CFO Erickson told the Board that a “general estimate” for an 8% reserve fund balance “would be eight million dollars for us, because we’re a ‘little bit’ over $100 million in our general fund, as an average. We’re actually up over that $100 million now,” she told our rapt school board representatives, “but on average we would be looking for having eight million dollars in our fund balance.”
Just a heads up, Duluth taxpayers: the primary place they will be ‘looking’ is your wallets. A 26% tax hike last year will make very little headway in filling this huge fiscal hole in our school district.
“Right now,” Erickson went on, “we have a little less than $400,000 (in the fund balance) as of June 30th, 2018. So, to solve that (fiscal disaster) will take a multi-year approach (maybe even a century or two,) and we do need to identify the mid- and long-range impacts to the fund balance to make sure that if we are going to be striving (paddling as hard as we can) towards that goal for this district--and, again, knowing that maybe we cannot accomplish this in one year, or two years, or even five (and maybe fifty, or eternity,) we need to be thinking about: What does fiscal stability mean to us?”
I can report what fiscal stability was supposed to mean to us: nearly $4.5 million ($4,493,676.25) extra money available in ISD 709’s budget next year from all the efficiency savings of a massive consolidation project.

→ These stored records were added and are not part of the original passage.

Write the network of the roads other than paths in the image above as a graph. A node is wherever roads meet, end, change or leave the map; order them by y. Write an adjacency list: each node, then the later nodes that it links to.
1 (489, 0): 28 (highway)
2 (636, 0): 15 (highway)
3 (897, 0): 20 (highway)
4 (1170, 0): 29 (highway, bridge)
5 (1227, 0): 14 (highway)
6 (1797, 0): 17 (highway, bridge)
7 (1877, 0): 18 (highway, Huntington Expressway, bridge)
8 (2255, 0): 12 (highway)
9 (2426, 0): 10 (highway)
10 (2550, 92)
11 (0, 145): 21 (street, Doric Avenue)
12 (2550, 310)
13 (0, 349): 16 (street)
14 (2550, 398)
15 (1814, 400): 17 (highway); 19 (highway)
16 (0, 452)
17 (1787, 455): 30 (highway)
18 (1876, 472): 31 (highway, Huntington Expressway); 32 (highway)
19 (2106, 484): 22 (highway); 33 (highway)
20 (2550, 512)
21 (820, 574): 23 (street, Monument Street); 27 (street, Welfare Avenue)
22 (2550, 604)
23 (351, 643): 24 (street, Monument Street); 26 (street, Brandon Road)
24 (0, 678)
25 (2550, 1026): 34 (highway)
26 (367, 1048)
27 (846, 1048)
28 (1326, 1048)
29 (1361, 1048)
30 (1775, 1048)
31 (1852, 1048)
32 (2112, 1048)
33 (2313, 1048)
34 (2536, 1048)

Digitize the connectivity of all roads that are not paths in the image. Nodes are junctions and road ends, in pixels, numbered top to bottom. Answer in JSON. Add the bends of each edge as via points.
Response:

Continuing her reflective rhetorical questions, CFO Erickson asked what making “fund balance growth” would look like as “a priority for our district?” Then she delved into more bureaucratic lingo: “That is a component that we need to have some important conversations about, and decide: What component of our budget includes making sure that we’re considering our fund balance as part of our next year’s budget?”

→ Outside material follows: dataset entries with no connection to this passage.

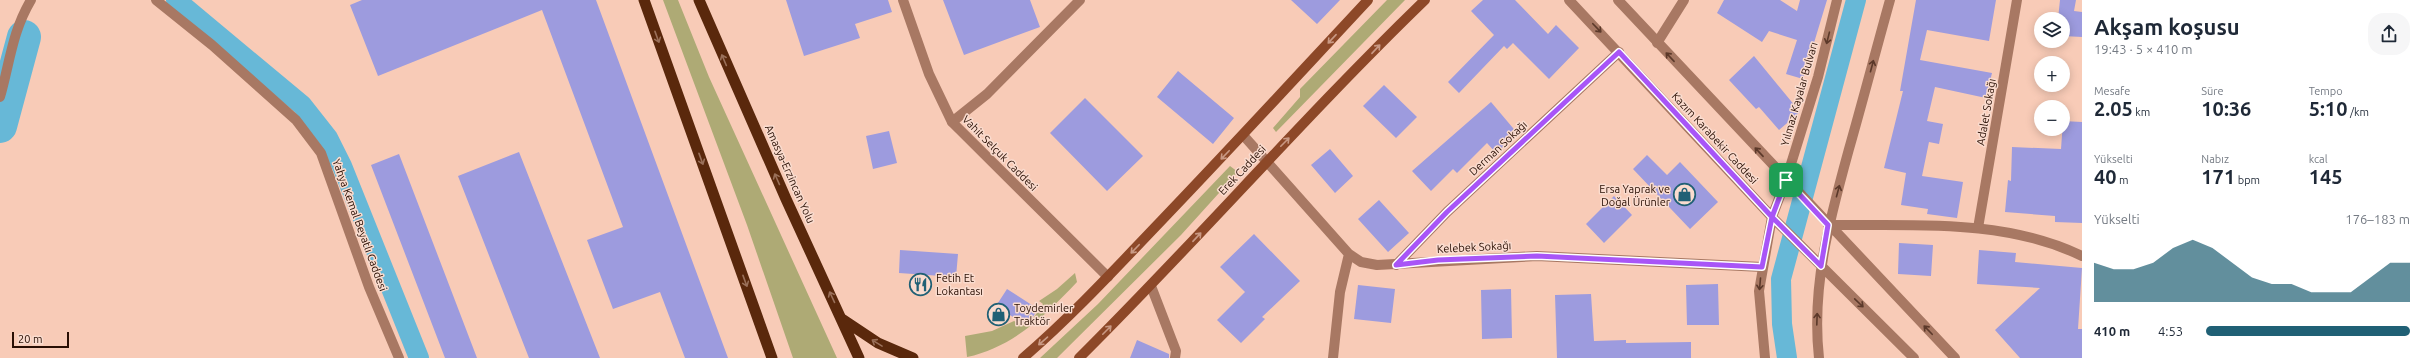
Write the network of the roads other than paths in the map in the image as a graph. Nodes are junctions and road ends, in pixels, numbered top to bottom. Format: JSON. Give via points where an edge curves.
{"nodes":[{"id":1,"x":31,"y":0,"type":"edge"},
{"id":2,"x":156,"y":0,"type":"edge"},
{"id":3,"x":644,"y":0,"type":"edge"},
{"id":4,"x":699,"y":0,"type":"edge"},
{"id":5,"x":903,"y":0,"type":"edge"},
{"id":6,"x":1080,"y":0,"type":"edge"},
{"id":7,"x":1368,"y":0,"type":"edge"},
{"id":8,"x":1425,"y":0,"type":"edge"},
{"id":9,"x":1569,"y":0,"type":"edge"},
{"id":10,"x":1618,"y":0,"type":"edge"},
{"id":11,"x":1684,"y":0,"type":"edge"},
{"id":12,"x":1837,"y":0,"type":"edge"},
{"id":13,"x":1890,"y":0,"type":"edge"},
{"id":14,"x":2017,"y":0,"type":"edge"},
{"id":15,"x":1657,"y":43,"type":"junction"},
{"id":16,"x":1619,"y":52,"type":"junction"},
{"id":17,"x":0,"y":97,"type":"edge"},
{"id":18,"x":952,"y":122,"type":"junction"},
{"id":19,"x":1243,"y":135,"type":"junction"},
{"id":20,"x":1266,"y":161,"type":"junction"},
{"id":21,"x":1786,"y":180,"type":"junction"},
{"id":22,"x":1772,"y":217,"type":"junction"},
{"id":23,"x":1828,"y":225,"type":"junction"},
{"id":24,"x":1978,"y":228,"type":"junction"},
{"id":25,"x":1349,"y":254,"type":"junction"},
{"id":26,"x":2082,"y":256,"type":"edge"},
{"id":27,"x":1396,"y":265,"type":"junction"},
{"id":28,"x":1821,"y":266,"type":"junction"},
{"id":29,"x":1762,"y":267,"type":"junction"},
{"id":30,"x":1108,"y":277,"type":"junction"},
{"id":31,"x":1151,"y":286,"type":"junction"},
{"id":32,"x":842,"y":318,"type":"junction"},
{"id":33,"x":399,"y":358,"type":"edge"},
{"id":34,"x":772,"y":358,"type":"edge"},
{"id":35,"x":859,"y":358,"type":"edge"},
{"id":36,"x":913,"y":358,"type":"edge"},
{"id":37,"x":1024,"y":358,"type":"edge"},
{"id":38,"x":1079,"y":358,"type":"edge"},
{"id":39,"x":1175,"y":358,"type":"edge"},
{"id":40,"x":1333,"y":358,"type":"edge"},
{"id":41,"x":1765,"y":358,"type":"edge"},
{"id":42,"x":1819,"y":358,"type":"edge"},
{"id":43,"x":1914,"y":358,"type":"edge"},
{"id":44,"x":1955,"y":358,"type":"edge"}],
"edges":[{"from":1,"to":17,"type":"street","via":[[23,13],[9,54]]},
{"from":2,"to":33,"type":"street","name":"Yahya Kemal Beyatlı Caddesi","via":[[212,45],[296,120],[321,153],[369,287]]},
{"from":3,"to":34,"type":"highway","one_way":true},
{"from":32,"to":4,"type":"highway","name":"Amasya-Erzincan Yolu","one_way":true,"via":[[783,192]]},
{"from":5,"to":18,"type":"street","name":"Vahit Selçuk Caddesi","via":[[929,74]]},
{"from":6,"to":18,"type":"street","via":[[986,94]]},
{"from":7,"to":19,"type":"main road","name":"Erek Caddesi","one_way":true},
{"from":20,"to":8,"type":"main road","name":"Erek Caddesi","one_way":true},
{"from":9,"to":16,"type":"street","name":"Kazım Karabekir Caddesi","one_way":true},
{"from":10,"to":15,"type":"street","name":"Kazım Karabekir Caddesi"},
{"from":11,"to":15,"type":"street"},
{"from":12,"to":21,"type":"street","name":"Yılmaz Kayalar Bulvarı","one_way":true,"via":[[1818,77]]},
{"from":23,"to":13,"type":"street","one_way":true},
{"from":14,"to":24,"type":"street","name":"Adalet Sokağı"},
{"from":21,"to":15,"type":"street","name":"Kazım Karabekir Caddesi","one_way":true},
{"from":16,"to":22,"type":"street","name":"Kazım Karabekir Caddesi"},
{"from":16,"to":27,"type":"street","name":"Derman Sokağı","via":[[1447,212]]},
{"from":18,"to":30,"type":"street","name":"Vahit Selçuk Caddesi"},
{"from":19,"to":20,"type":"street","name":"Kelebek Sokağı"},
{"from":19,"to":30,"type":"main road","name":"Erek Caddesi","one_way":true},
{"from":20,"to":25,"type":"street","name":"Kelebek Sokağı"},
{"from":31,"to":20,"type":"main road","name":"Erek Caddesi","one_way":true},
{"from":21,"to":22,"type":"street","name":"Yılmaz Kayalar Bulvarı"},
{"from":21,"to":23,"type":"street","name":"Kazım Karabekir Caddesi"},
{"from":22,"to":28,"type":"street","name":"Kazım Karabekir Caddesi"},
{"from":22,"to":29,"type":"street","name":"Yılmaz Kayalar Bulvarı"},
{"from":23,"to":24,"type":"street"},
{"from":23,"to":28,"type":"street"},
{"from":44,"to":23,"type":"street","name":"Kazım Karabekir Caddesi","one_way":true},
{"from":24,"to":26,"type":"street","via":[[2022,235],[2066,248]]},
{"from":25,"to":27,"type":"street","name":"Kelebek Sokağı","via":[[1361,262],[1377,266]]},
{"from":25,"to":40,"type":"street","via":[[1340,292]]},
{"from":27,"to":29,"type":"street","name":"Kelebek Sokağı","via":[[1438,260],[1537,256]]},
{"from":42,"to":28,"type":"street","one_way":true,"via":[[1816,334]]},
{"from":28,"to":43,"type":"street","name":"Kazım Karabekir Caddesi","one_way":true},
{"from":29,"to":41,"type":"street","name":"Yılmaz Kayalar Bulvarı","one_way":true,"via":[[1760,320]]},
{"from":30,"to":37,"type":"main road","name":"Erek Caddesi","one_way":true},
{"from":38,"to":31,"type":"main road","name":"Erek Caddesi","one_way":true},
{"from":31,"to":39,"type":"street","via":[[1176,351]]},
{"from":32,"to":35,"type":"highway","name":"Amasya-Erzincan Yolu"},
{"from":36,"to":32,"type":"highway","one_way":true,"via":[[878,344]]}]}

Answer: the component that says, “We will put X amount of dollars into our fund balance.”
Graphic graph
Erickson flashed another power point slide onto the screen and called it one of several “jazzy charts and graphs that I enjoy, that I may just look at on my own, sometimes.” It was a graph of ISD 709’s assigned and unassigned reserve fund balances for the past eight years. Personally, the only time I would “enjoy” looking at this graph would be as Exhibit A in a “Fiscal Melt-downs to Avoid” seminar. In eight years, the fund balance fell from a positive $6 million, to a half million in the red, then rose a tiny bit back up--to just under a half million in the black. The district narrowly averted plummeting officially into statutory operating debt status at least twice--once by un-assigning a Severance Insurance Fund, listed in this graph as a “committed for separation” in 2013, and by cutting a million and a half dollars from operations in December of 2017.
Erickson told the Board her job has been to “understand the story behind the numbers, and to understand the choices that the district has been making so we can lay a good foundation for choices as we move forward with the budgeting process.”
She said the school board had to be prepared for “what-if scenarios,” and think about “what happens if this happens, if we have a building-need that happens. When I first got here (to school-finance paradise,) some of the roof pieces were falling off the roof here, at this building (Old Central,) and so we had to make a repair…There are many, literally hundreds of things that can happen with the district, and we have to make sure in our budget we have those dollars set aside.”
Buck up, school board! Put your backs into your paddling and don’t over-worry about any unseen rapids up ahead.
You just have to STRIVE to do better!